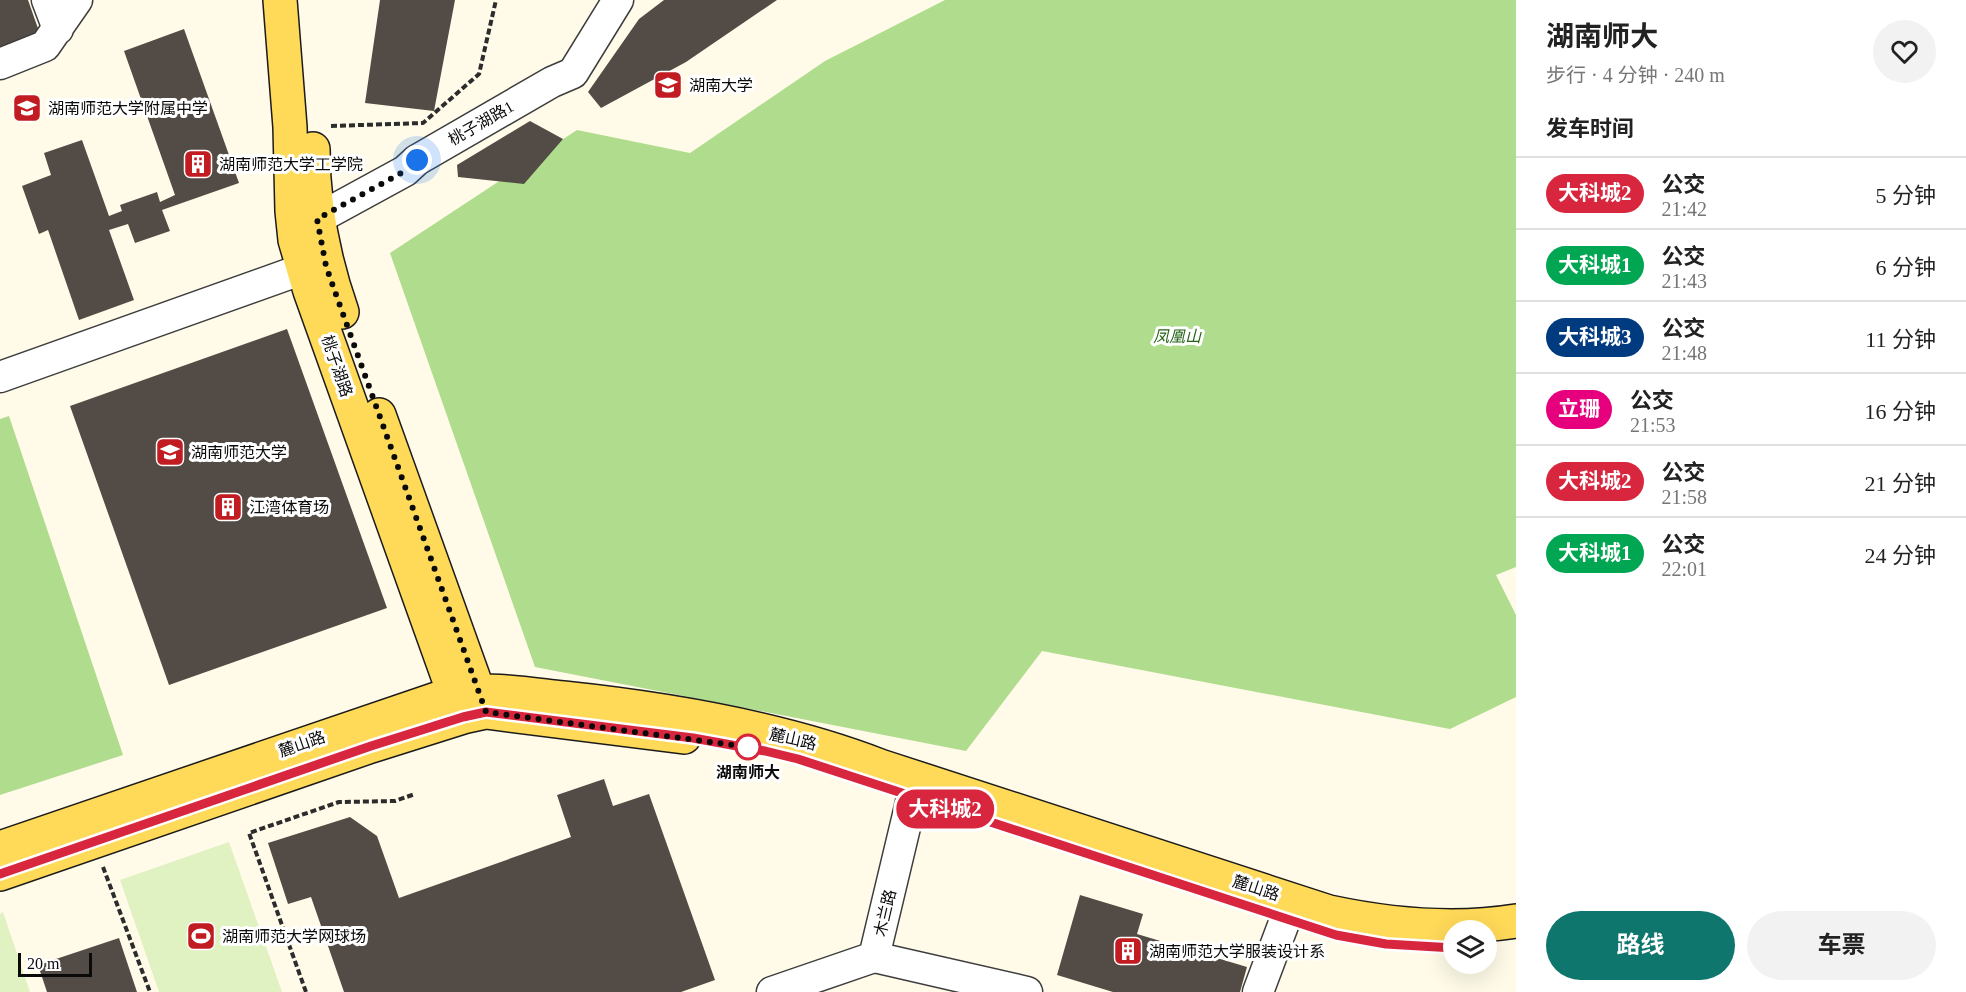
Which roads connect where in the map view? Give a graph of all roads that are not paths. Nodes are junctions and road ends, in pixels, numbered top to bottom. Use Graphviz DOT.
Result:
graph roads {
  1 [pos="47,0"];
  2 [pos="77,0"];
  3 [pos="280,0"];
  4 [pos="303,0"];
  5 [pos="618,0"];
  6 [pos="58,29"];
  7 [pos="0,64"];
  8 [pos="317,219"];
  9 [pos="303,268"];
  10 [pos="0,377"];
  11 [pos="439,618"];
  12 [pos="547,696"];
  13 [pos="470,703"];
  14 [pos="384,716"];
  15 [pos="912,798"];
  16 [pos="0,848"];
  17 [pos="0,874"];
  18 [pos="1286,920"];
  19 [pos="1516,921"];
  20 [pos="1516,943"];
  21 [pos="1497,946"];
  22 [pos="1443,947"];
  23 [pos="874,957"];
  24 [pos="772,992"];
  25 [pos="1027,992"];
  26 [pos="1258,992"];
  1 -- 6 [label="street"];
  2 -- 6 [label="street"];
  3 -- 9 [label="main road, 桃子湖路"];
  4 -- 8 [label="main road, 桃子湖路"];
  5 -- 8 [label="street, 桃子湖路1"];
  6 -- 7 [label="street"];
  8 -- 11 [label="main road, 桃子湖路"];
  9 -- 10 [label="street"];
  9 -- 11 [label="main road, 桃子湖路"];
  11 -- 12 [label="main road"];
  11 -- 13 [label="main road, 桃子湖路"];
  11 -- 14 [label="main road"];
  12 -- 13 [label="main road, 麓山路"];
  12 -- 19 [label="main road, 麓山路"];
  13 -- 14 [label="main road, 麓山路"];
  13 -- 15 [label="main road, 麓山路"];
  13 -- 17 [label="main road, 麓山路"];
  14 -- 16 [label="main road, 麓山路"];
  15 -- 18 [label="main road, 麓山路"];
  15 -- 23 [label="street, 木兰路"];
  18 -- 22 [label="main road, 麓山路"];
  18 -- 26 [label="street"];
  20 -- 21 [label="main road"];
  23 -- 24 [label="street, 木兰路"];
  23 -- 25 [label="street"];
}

• Work instruction:
Which lines above include "street"? Show each of them by copying it.

• Worked solution:
  1 -- 6 [label="street"];
  2 -- 6 [label="street"];
  5 -- 8 [label="street, 桃子湖路1"];
  6 -- 7 [label="street"];
  9 -- 10 [label="street"];
  15 -- 23 [label="street, 木兰路"];
  18 -- 26 [label="street"];
  23 -- 24 [label="street, 木兰路"];
  23 -- 25 [label="street"];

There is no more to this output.